*Task directions*. When you retype the records that follow, keep each word as it is and drop any pictures.

*Data under study*.
━━━━━━━━━━

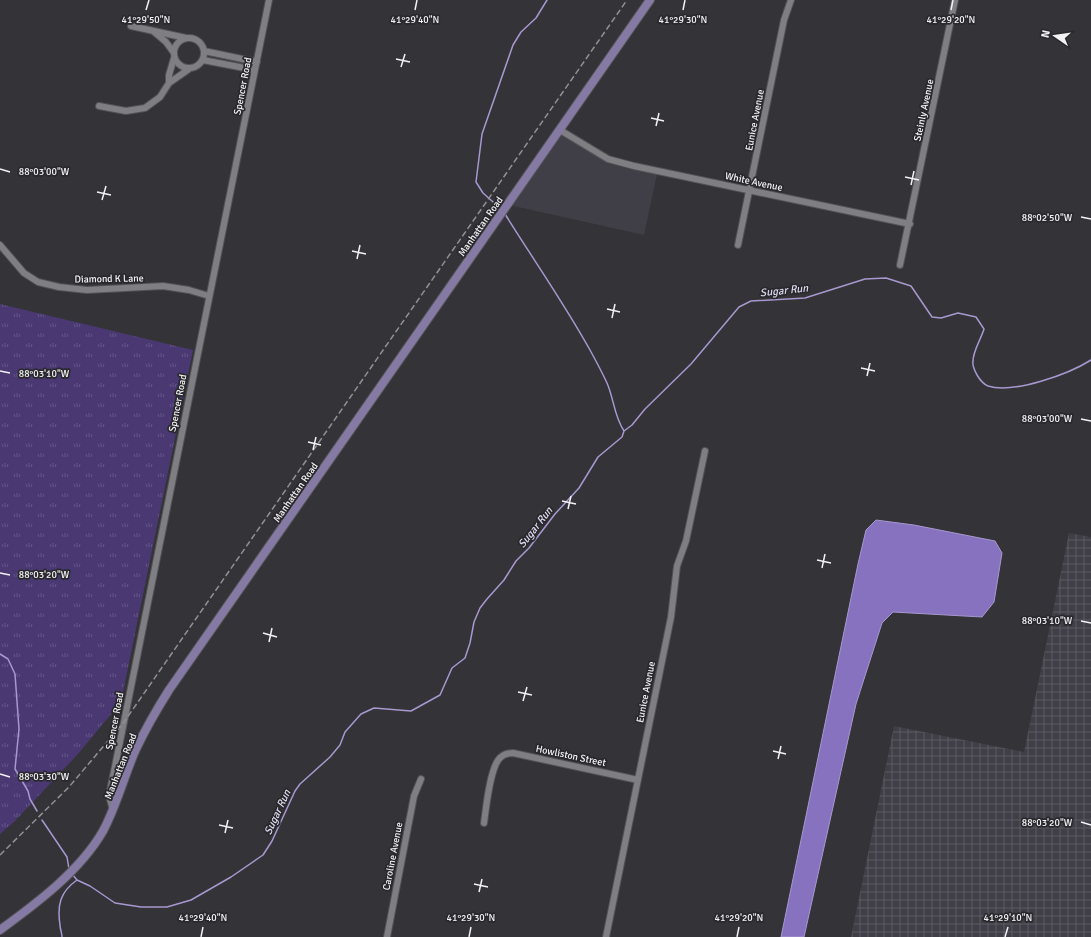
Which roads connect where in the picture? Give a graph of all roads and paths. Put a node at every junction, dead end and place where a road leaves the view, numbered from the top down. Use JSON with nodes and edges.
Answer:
{"nodes":[{"id":1,"x":269,"y":0,"type":"edge"},
{"id":2,"x":650,"y":0,"type":"edge"},
{"id":3,"x":792,"y":0,"type":"edge"},
{"id":4,"x":955,"y":0,"type":"edge"},
{"id":5,"x":131,"y":26,"type":"dead end"},
{"id":6,"x":152,"y":30,"type":"junction"},
{"id":7,"x":186,"y":38,"type":"junction"},
{"id":8,"x":204,"y":51,"type":"junction"},
{"id":9,"x":174,"y":56,"type":"junction"},
{"id":10,"x":203,"y":60,"type":"junction"},
{"id":11,"x":257,"y":62,"type":"junction"},
{"id":12,"x":189,"y":69,"type":"junction"},
{"id":13,"x":255,"y":70,"type":"junction"},
{"id":14,"x":168,"y":83,"type":"junction"},
{"id":15,"x":100,"y":106,"type":"dead end"},
{"id":16,"x":560,"y":130,"type":"junction"},
{"id":17,"x":750,"y":190,"type":"junction"},
{"id":18,"x":910,"y":224,"type":"junction"},
{"id":19,"x":0,"y":245,"type":"edge"},
{"id":20,"x":738,"y":245,"type":"dead end"},
{"id":21,"x":900,"y":265,"type":"dead end"},
{"id":22,"x":209,"y":296,"type":"junction"},
{"id":23,"x":705,"y":451,"type":"dead end"},
{"id":24,"x":420,"y":779,"type":"dead end"},
{"id":25,"x":638,"y":780,"type":"junction"},
{"id":26,"x":113,"y":810,"type":"junction"},
{"id":27,"x":484,"y":823,"type":"dead end"},
{"id":28,"x":0,"y":930,"type":"edge"},
{"id":29,"x":387,"y":937,"type":"edge"},
{"id":30,"x":606,"y":937,"type":"edge"}],
"edges":[{"from":1,"to":11,"type":"street","name":"Spencer Road"},
{"from":2,"to":16,"type":"main road","name":"Manhattan Road"},
{"from":3,"to":17,"type":"street","name":"Eunice Avenue"},
{"from":4,"to":18,"type":"street","name":"Steinly Avenue"},
{"from":5,"to":6,"type":"street"},
{"from":6,"to":7,"type":"street"},
{"from":6,"to":9,"type":"street"},
{"from":7,"to":8,"type":"street"},
{"from":7,"to":9,"type":"street"},
{"from":8,"to":10,"type":"street"},
{"from":8,"to":11,"type":"street"},
{"from":9,"to":12,"type":"street"},
{"from":9,"to":14,"type":"street"},
{"from":10,"to":12,"type":"street"},
{"from":10,"to":13,"type":"street"},
{"from":11,"to":13,"type":"street","name":"Spencer Road"},
{"from":12,"to":14,"type":"street"},
{"from":13,"to":22,"type":"street","name":"Spencer Road"},
{"from":14,"to":15,"type":"street"},
{"from":16,"to":17,"type":"street","name":"White Avenue"},
{"from":16,"to":26,"type":"main road","name":"Manhattan Road"},
{"from":17,"to":18,"type":"street","name":"White Avenue"},
{"from":17,"to":20,"type":"street","name":"Eunice Avenue"},
{"from":18,"to":21,"type":"street"},
{"from":19,"to":22,"type":"street","name":"Diamond K Lane"},
{"from":22,"to":26,"type":"street","name":"Spencer Road"},
{"from":23,"to":25,"type":"street","name":"Eunice Avenue"},
{"from":24,"to":29,"type":"street","name":"Caroline Avenue"},
{"from":25,"to":27,"type":"street","name":"Howliston Street"},
{"from":25,"to":30,"type":"street","name":"Eunice Avenue"},
{"from":26,"to":28,"type":"main road","name":"Manhattan Road"}]}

━━━━━━━━━━

*The answer*.
Which roads connect where in the picture? Give a graph of all roads and paths. Put a node at every junction, dead end and place where a road leaves the view, numbered from the top down. Use JSON with nodes and edges.
Answer:
{"nodes":[{"id":1,"x":269,"y":0,"type":"edge"},
{"id":2,"x":650,"y":0,"type":"edge"},
{"id":3,"x":792,"y":0,"type":"edge"},
{"id":4,"x":955,"y":0,"type":"edge"},
{"id":5,"x":131,"y":26,"type":"dead end"},
{"id":6,"x":152,"y":30,"type":"junction"},
{"id":7,"x":186,"y":38,"type":"junction"},
{"id":8,"x":204,"y":51,"type":"junction"},
{"id":9,"x":174,"y":56,"type":"junction"},
{"id":10,"x":203,"y":60,"type":"junction"},
{"id":11,"x":257,"y":62,"type":"junction"},
{"id":12,"x":189,"y":69,"type":"junction"},
{"id":13,"x":255,"y":70,"type":"junction"},
{"id":14,"x":168,"y":83,"type":"junction"},
{"id":15,"x":100,"y":106,"type":"dead end"},
{"id":16,"x":560,"y":130,"type":"junction"},
{"id":17,"x":750,"y":190,"type":"junction"},
{"id":18,"x":910,"y":224,"type":"junction"},
{"id":19,"x":0,"y":245,"type":"edge"},
{"id":20,"x":738,"y":245,"type":"dead end"},
{"id":21,"x":900,"y":265,"type":"dead end"},
{"id":22,"x":209,"y":296,"type":"junction"},
{"id":23,"x":705,"y":451,"type":"dead end"},
{"id":24,"x":420,"y":779,"type":"dead end"},
{"id":25,"x":638,"y":780,"type":"junction"},
{"id":26,"x":113,"y":810,"type":"junction"},
{"id":27,"x":484,"y":823,"type":"dead end"},
{"id":28,"x":0,"y":930,"type":"edge"},
{"id":29,"x":387,"y":937,"type":"edge"},
{"id":30,"x":606,"y":937,"type":"edge"}],
"edges":[{"from":1,"to":11,"type":"street","name":"Spencer Road"},
{"from":2,"to":16,"type":"main road","name":"Manhattan Road"},
{"from":3,"to":17,"type":"street","name":"Eunice Avenue"},
{"from":4,"to":18,"type":"street","name":"Steinly Avenue"},
{"from":5,"to":6,"type":"street"},
{"from":6,"to":7,"type":"street"},
{"from":6,"to":9,"type":"street"},
{"from":7,"to":8,"type":"street"},
{"from":7,"to":9,"type":"street"},
{"from":8,"to":10,"type":"street"},
{"from":8,"to":11,"type":"street"},
{"from":9,"to":12,"type":"street"},
{"from":9,"to":14,"type":"street"},
{"from":10,"to":12,"type":"street"},
{"from":10,"to":13,"type":"street"},
{"from":11,"to":13,"type":"street","name":"Spencer Road"},
{"from":12,"to":14,"type":"street"},
{"from":13,"to":22,"type":"street","name":"Spencer Road"},
{"from":14,"to":15,"type":"street"},
{"from":16,"to":17,"type":"street","name":"White Avenue"},
{"from":16,"to":26,"type":"main road","name":"Manhattan Road"},
{"from":17,"to":18,"type":"street","name":"White Avenue"},
{"from":17,"to":20,"type":"street","name":"Eunice Avenue"},
{"from":18,"to":21,"type":"street"},
{"from":19,"to":22,"type":"street","name":"Diamond K Lane"},
{"from":22,"to":26,"type":"street","name":"Spencer Road"},
{"from":23,"to":25,"type":"street","name":"Eunice Avenue"},
{"from":24,"to":29,"type":"street","name":"Caroline Avenue"},
{"from":25,"to":27,"type":"street","name":"Howliston Street"},
{"from":25,"to":30,"type":"street","name":"Eunice Avenue"},
{"from":26,"to":28,"type":"main road","name":"Manhattan Road"}]}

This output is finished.